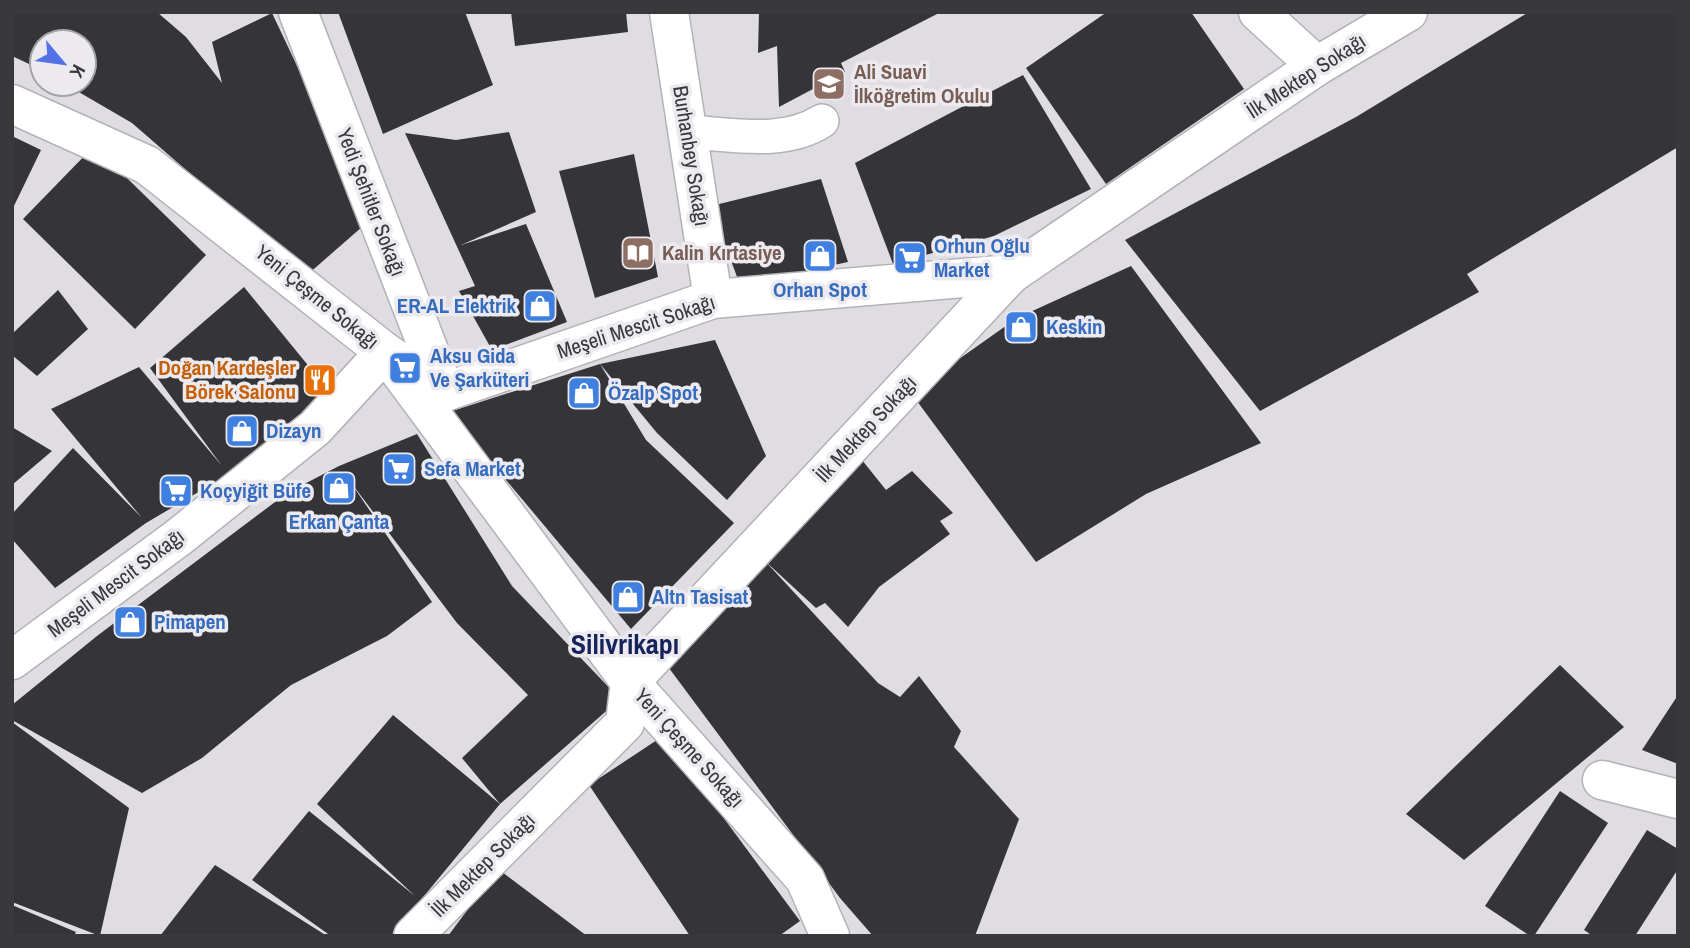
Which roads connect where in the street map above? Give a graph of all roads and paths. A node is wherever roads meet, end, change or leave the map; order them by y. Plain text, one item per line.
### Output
1 (298, 12) edge
2 (669, 12) edge
3 (1258, 12) edge
4 (1408, 12) edge
5 (1317, 66) junction
6 (12, 104) edge
7 (822, 121) dead end
8 (687, 132) junction
9 (1011, 274) junction
10 (713, 299) junction
11 (385, 352) junction
12 (445, 392) junction
13 (12, 660) edge
14 (630, 682) junction
15 (1602, 780) dead end
16 (1678, 799) edge
17 (413, 936) edge
18 (830, 936) edge

1 - 12 street, Yedi Şehitler Sokağı
2 - 8 street, Burhanbey Sokağı
3 - 5 street
4 - 5 street, İlk Mektep Sokağı
5 - 9 street, İlk Mektep Sokağı
6 - 11 street, Yeni Çeşme Sokağı
7 - 8 lane
8 - 10 street, Burhanbey Sokağı
9 - 10 street, Meşeli Mescit Sokağı
9 - 14 street, İlk Mektep Sokağı
10 - 12 street, Meşeli Mescit Sokağı
11 - 12 street
11 - 13 street, Meşeli Mescit Sokağı
11 - 14 street, Yeni Çeşme Sokağı
14 - 17 street, İlk Mektep Sokağı
14 - 18 street, Yeni Çeşme Sokağı
15 - 16 street

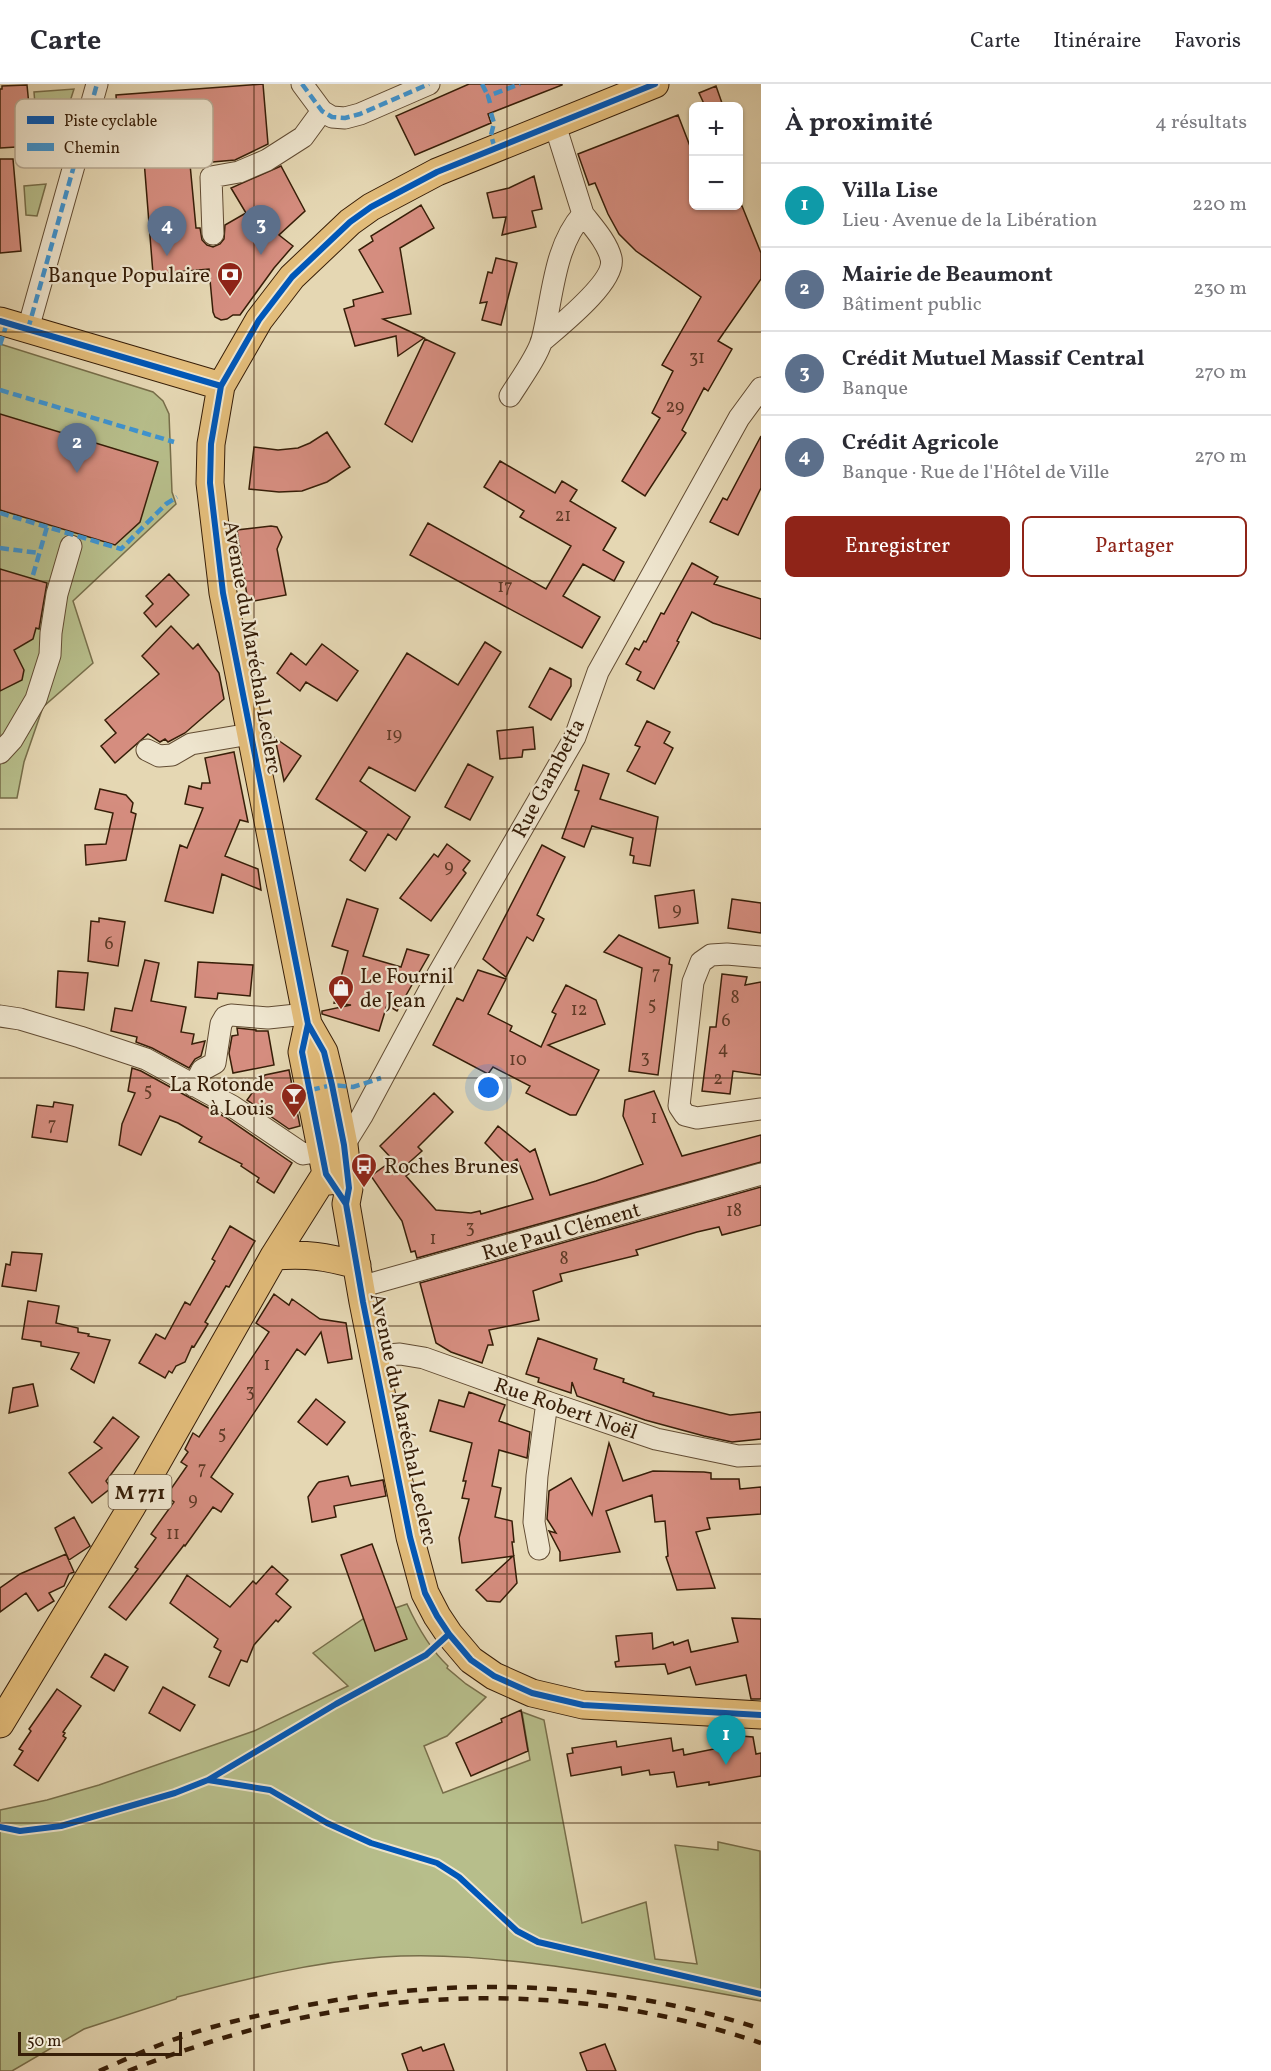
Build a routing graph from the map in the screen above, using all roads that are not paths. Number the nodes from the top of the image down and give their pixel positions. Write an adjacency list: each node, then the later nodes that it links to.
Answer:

※ ※ ※

• [TASK ITEM]
Give an exact copy of the lines from the one with "Build a routing" through the end of the entries, both ends included.

• [ANSWER SPACE]
Build a routing graph from the map in the screen above, using all roads that are not paths. Number the nodes from the top of the image down and give their pixel positions. Write an adjacency list: each node, then the later nodes that it links to.
Answer:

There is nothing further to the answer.